KSQL 201: A Deep Dive into Query Processing – Hojjat Jafarpour – Confluent
The talk was handled by Hojjat Jafarpour, the project lead of KSQL at Confluent. As mentioned in Robin Moffatt’s talk, KSQL is one of the key new features of Kafka and makes it possible to build streaming jobs using just SQL. It gives a lot of power to the users, especially those who do not have deep knowledge of coding or the Kafka Stream API. Here at Criteo we are not using KSQL yet, but we are excited to do our first tests.
Kafka ecosystem provides you 3 ways to deal with stream processing
- Kafka Producer/Consumer
This is the lower level API, where the user (a developer) connects to Kafka brokers using an API that basically retrieves messages as records. All the data manipulation, when the messages get out of the brokers, isthe responsibility of the developer. This is lightweight, but very low-level data manipulation.
- Kafka Streams
This is a Java library that brings much more functionality to the user when reading and writing from and to Kafka. It’s possible to build applications that aggregate data by a time-based window and store state efficiently. You can build a highly scalable, elastic, fault-tolerant, distributed real-time application on top of your Kafka architecture. It has many built-in primitives like filter, join, map, groupBy, count etc.
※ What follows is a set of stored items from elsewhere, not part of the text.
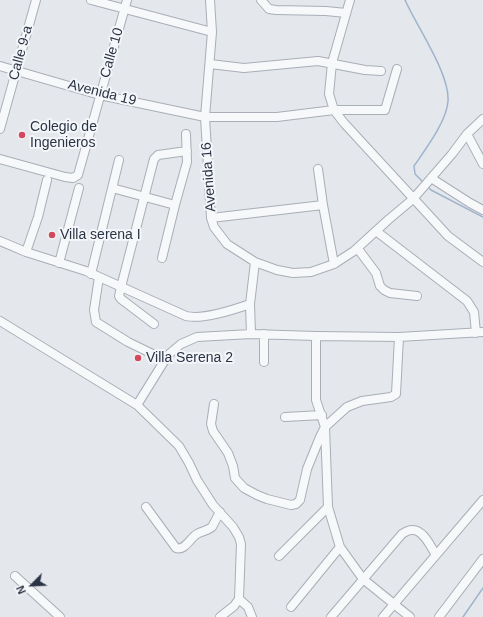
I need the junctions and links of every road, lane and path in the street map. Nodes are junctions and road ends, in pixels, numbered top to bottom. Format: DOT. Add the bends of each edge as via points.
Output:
graph roads {
  1 [pos="36,0"];
  2 [pos="91,0"];
  3 [pos="127,0"];
  4 [pos="210,0"];
  5 [pos="261,0"];
  6 [pos="350,0"];
  7 [pos="125,9"];
  8 [pos="346,13"];
  9 [pos="212,32"];
  10 [pos="332,63"];
  11 [pos="210,64"];
  12 [pos="0,66"];
  13 [pos="397,69"];
  14 [pos="17,70"];
  15 [pos="381,70"];
  16 [pos="100,95"];
  17 [pos="334,110"];
  18 [pos="205,116"];
  19 [pos="483,119"];
  20 [pos="0,129"];
  21 [pos="186,134"];
  22 [pos="467,134"];
  23 [pos="187,151"];
  24 [pos="0,159"];
  25 [pos="119,160"];
  26 [pos="483,164"];
  27 [pos="318,169"];
  28 [pos="47,180"];
  29 [pos="429,180"];
  30 [pos="79,188"];
  31 [pos="112,188"];
  32 [pos="144,196"];
  33 [pos="415,196"];
  34 [pos="175,205"];
  35 [pos="323,205"];
  36 [pos="483,210"];
  37 [pos="211,218"];
  38 [pos="376,231"];
  39 [pos="0,241"];
  40 [pos="358,249"];
  41 [pos="26,252"];
  42 [pos="162,258"];
  43 [pos="255,262"];
  44 [pos="483,262"];
  45 [pos="59,263"];
  46 [pos="334,264"];
  47 [pos="95,275"];
  48 [pos="121,287"];
  49 [pos="417,296"];
  50 [pos="250,304"];
  51 [pos="0,321"];
  52 [pos="154,324"];
  53 [pos="480,332"];
  54 [pos="251,334"];
  55 [pos="264,334"];
  56 [pos="316,336"];
  57 [pos="399,337"];
  58 [pos="165,360"];
  59 [pos="264,362"];
  60 [pos="214,404"];
  61 [pos="137,405"];
  62 [pos="322,415"];
  63 [pos="285,417"];
  64 [pos="325,427"];
  65 [pos="483,500"];
  66 [pos="146,507"];
  67 [pos="328,507"];
  68 [pos="220,512"];
  69 [pos="340,547"];
  70 [pos="279,556"];
  71 [pos="436,556"];
  72 [pos="483,559"];
  73 [pos="15,576"];
  74 [pos="363,579"];
  75 [pos="239,599"];
  76 [pos="394,604"];
  77 [pos="291,607"];
  78 [pos="60,617"];
  79 [pos="220,617"];
  80 [pos="252,617"];
  81 [pos="331,617"];
  82 [pos="383,617"];
  83 [pos="410,617"];
  84 [pos="439,617"];
  1 -- 14 [label="street, Calle 9-a"];
  2 -- 7 [label="street"];
  3 -- 7 [label="street, Calle 10"];
  4 -- 9 [label="street, Avenida 16"];
  5 -- 8 [label="street" via="269,9"];
  6 -- 8 [label="street"];
  7 -- 9 [label="street"];
  7 -- 16 [label="street, Calle 10"];
  8 -- 10 [label="street"];
  9 -- 11 [label="street, Avenida 16"];
  10 -- 11 [label="street" via="318,61 244,68"];
  10 -- 15 [label="street" via="365,70"];
  10 -- 17 [label="street" via="330,94"];
  11 -- 18 [label="street, Avenida 16"];
  12 -- 14 [label="street, Avenida 19"];
  13 -- 17 [label="street, Avenida 19" via="385,110"];
  14 -- 16 [label="street, Avenida 19"];
  14 -- 20 [label="street, Calle 9-a"];
  16 -- 18 [label="street, Avenida 19"];
  16 -- 24 [label="street, Calle 10" via="78,175 73,178 65,177"];
  17 -- 18 [label="street, Avenida 19" via="277,116"];
  17 -- 33 [label="street"];
  18 -- 37 [label="street, Avenida 16"];
  19 -- 22 [label="street"];
  21 -- 23 [label="street"];
  22 -- 26 [label="street"];
  22 -- 29 [label="street"];
  23 -- 32 [label="street" via="154,159"];
  23 -- 34 [label="street" via="187,162"];
  25 -- 31 [label="street"];
  27 -- 35 [label="street"];
  28 -- 41 [label="street"];
  29 -- 33 [label="street, Avenida 16"];
  29 -- 36 [label="street"];
  30 -- 45 [label="street"];
  31 -- 32 [label="street"];
  31 -- 47 [label="street"];
  32 -- 34 [label="street"];
  32 -- 48 [label="street"];
  33 -- 38 [label="street, Avenida 16"];
  33 -- 44 [label="street" via="448,236"];
  34 -- 42 [label="street"];
  35 -- 37 [label="street"];
  35 -- 46 [label="street"];
  37 -- 43 [label="street, Avenida 16" via="214,227 227,244"];
  38 -- 40 [label="street, Avenida 16"];
  38 -- 53 [label="street" via="467,301 474,312"];
  39 -- 41 [label="street"];
  40 -- 46 [label="street, Avenida 16"];
  40 -- 49 [label="street" via="376,273 384,290"];
  41 -- 45 [label="street"];
  43 -- 46 [label="street, Avenida 16" via="293,273 311,272"];
  43 -- 50 [label="street"];
  45 -- 47 [label="street"];
  47 -- 48 [label="street"];
  47 -- 58 [label="street" via="96,322 128,342"];
  48 -- 50 [label="street" via="192,317 221,313"];
  48 -- 52 [label="street" via="121,299"];
  50 -- 54 [label="street"];
  51 -- 61 [label="street"];
  53 -- 57 [label="street"];
  54 -- 55 [label="street"];
  54 -- 58 [label="street" via="198,337 181,344"];
  55 -- 56 [label="street"];
  55 -- 59 [label="street"];
  56 -- 57 [label="street"];
  56 -- 62 [label="street" via="316,400"];
  57 -- 64 [label="street" via="396,394 391,397 362,400 347,407"];
  58 -- 61 [label="street"];
  60 -- 64 [label="street" via="211,424 228,454 234,478 238,483 267,499 291,506 300,500 307,468"];
  61 -- 68 [label="street" via="179,446 197,480"];
  62 -- 63 [label="street"];
  62 -- 64 [label="street"];
  64 -- 67 [label="street"];
  65 -- 71 [label="street"];
  66 -- 68 [label="street" via="176,548 180,549 196,534 212,528"];
  67 -- 69 [label="street"];
  67 -- 70 [label="street"];
  68 -- 75 [label="street" via="239,536 241,544"];
  69 -- 74 [label="street"];
  69 -- 77 [label="street"];
  71 -- 74 [label="street" via="418,531 411,530 402,534"];
  71 -- 76 [label="street"];
  72 -- 84 [label="street"];
  73 -- 78 [label="street"];
  74 -- 76 [label="street"];
  74 -- 81 [label="street"];
  75 -- 79 [label="street"];
  75 -- 80 [label="street" via="248,607"];
  76 -- 82 [label="street"];
  76 -- 83 [label="street"];
}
It’s a SQL implementation that brings all the power of Kafka Streams but in a much simpler way. You use SQL statements to create continuous streams of data or tables.
To use KSQL you need to start a KSQL Server. It is a plain java application that runs with or without a cluster system (like Mesos). It can run in interactive mode or long-running mode.
The KSQL Engine is responsible for executing KSQL statements. There are 2 types of statements:
- DDL (Data Definition Language): CREATE STREAM, CREATE TABLE, DROP STREAM …
- DML (Data Manipulation Language): CREATE STREAM AS SELECT, CREATE TABLE AS SELECT and SELECT
Each of the KSQL Server instances has an in-memory Metastore, used to manage the streams or tables that are being processed (columns, types, sources etc).
As any other regular relational database, KSQL Engine first parses the statement, then creates an abstract representation of the statement as a tree (AST), and ultimately creates a plan that is translated to the API primitives (select, groupBy, aggregate etc).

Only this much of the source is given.